Re: Discussion on GPU backend

Posted by Matthias Boehm <mb...@us.ibm.com>.
Generally, I think we should really stick to (3) as done in the past, i.e.,
bring up major features in the roadmap discussions, create jira epics and
try to break them into rather isolated tasks. This works for almost any
major/minor feature. The only exception are features, where it is initially
unknown if the potential benefits outweigh the increased complexity (or
other disadvantages). Here, prototypes are required but everybody should be
free to choose a way of maintaining them. I also don't expect too much
collaboration here because of the unknown status. Once the initial unknowns
are resolved, we should come back to (3) tough.

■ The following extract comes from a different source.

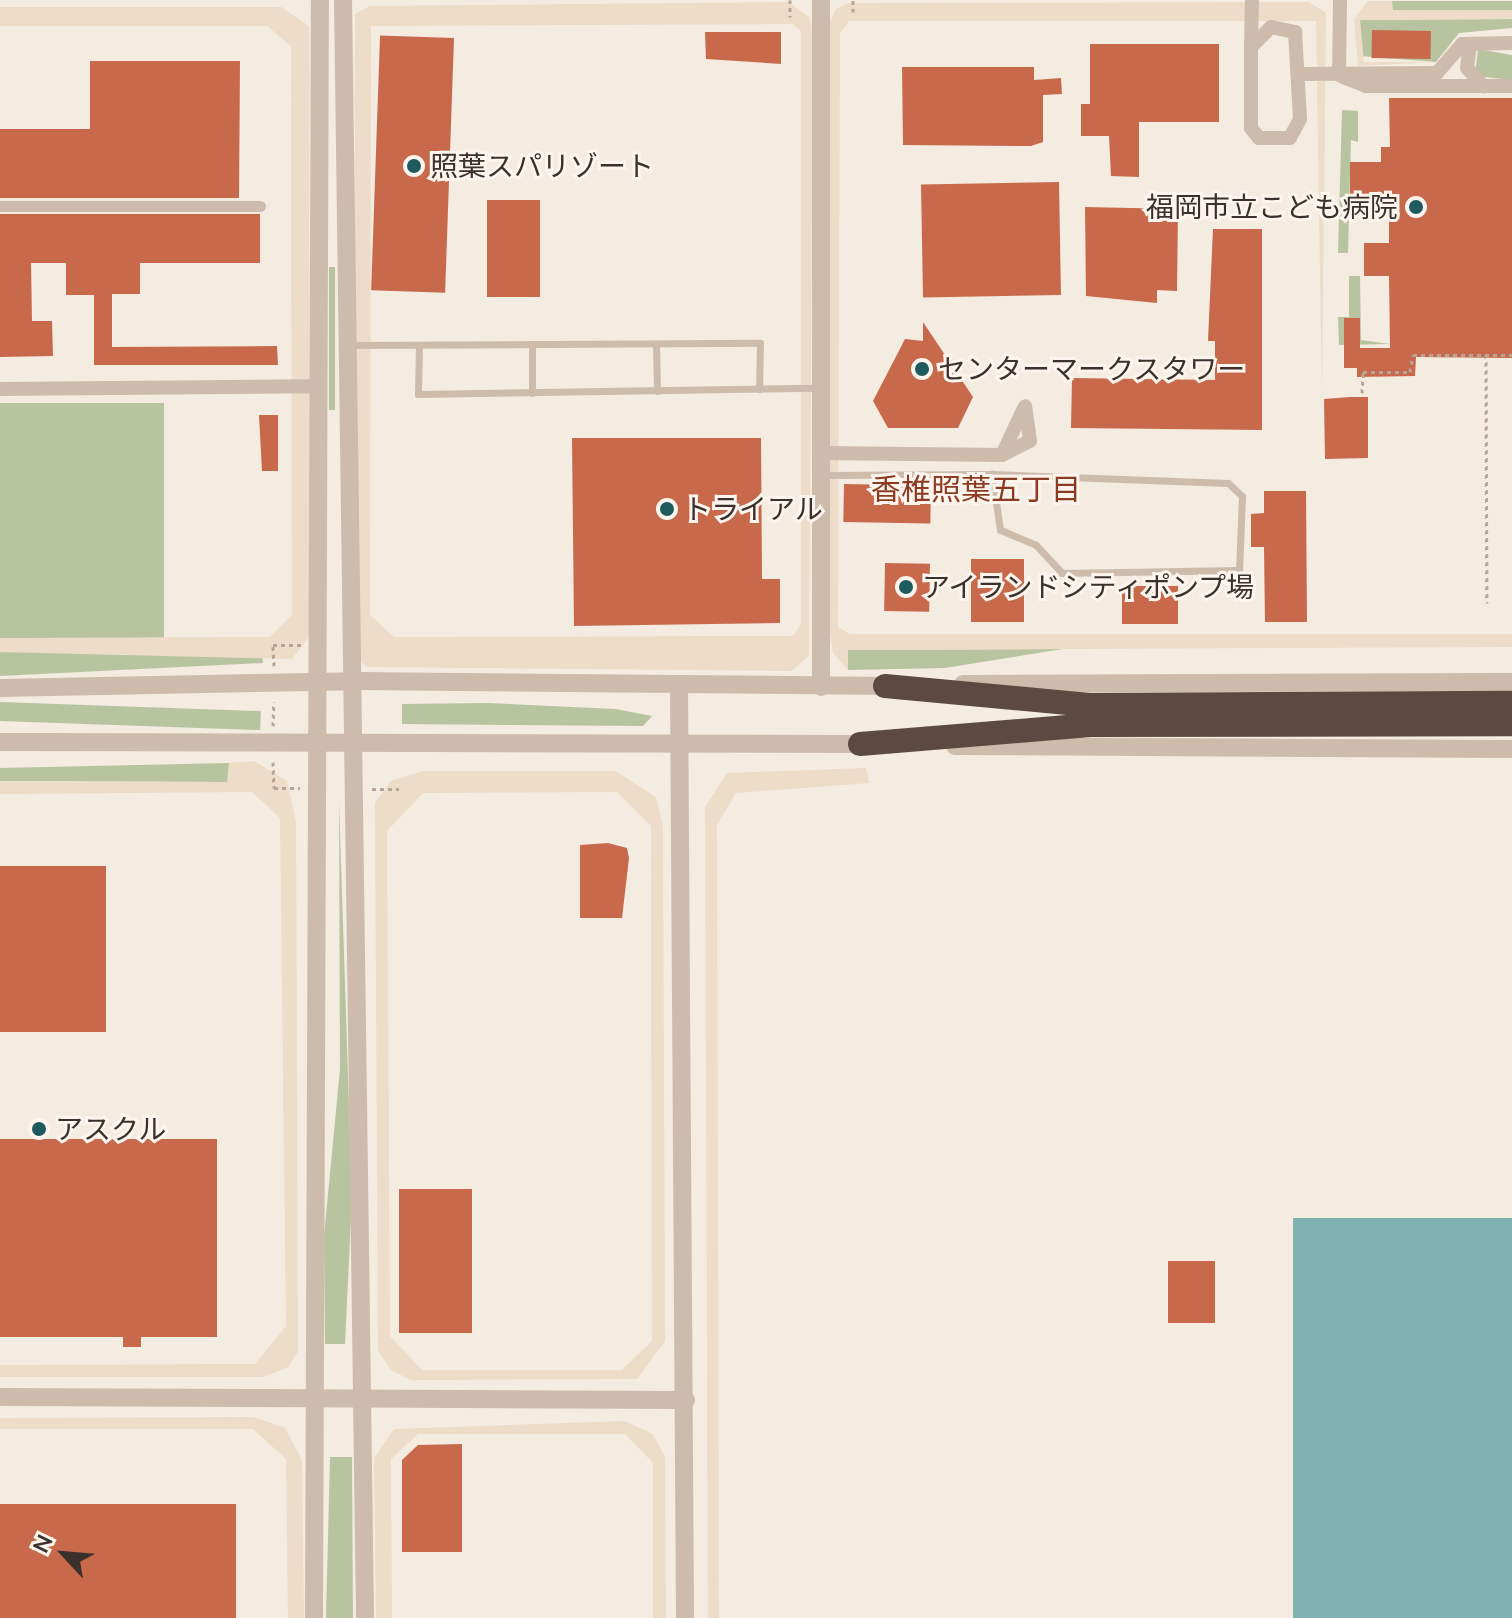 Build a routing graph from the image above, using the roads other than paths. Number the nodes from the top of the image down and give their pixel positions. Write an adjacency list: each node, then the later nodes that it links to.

Regarding the GPU backend, the unknowns to resolve are (1) the handling of
native libraries/kernels for deployment/test/dev, and (2) performance
comparisons on selected algorithms (prototypes, not fully integrated), data
sizes, and platforms. Once we have answers to these questions, we can
create all the tasks for optimizer/runtime integration.

Regards,
Matthias




From:	Niketan Pansare/Almaden/IBM@IBMUS
To:	dev@systemml.incubator.apache.org
Date:	05/24/2016 11:55 AM
Subject:	Re: Discussion on GPU backend



Hi all,

Since there is interest in collaborating on GPU backend, I wanted to know
what is the preferred way to go ahead with a new feature (i.e. GPU
backend) ? This discussion is also generally applicable to other major
features (for example: Flink backend, Deep Learning support, OpenCL
backend, new data types, new built-in functions, new algorithms, etc).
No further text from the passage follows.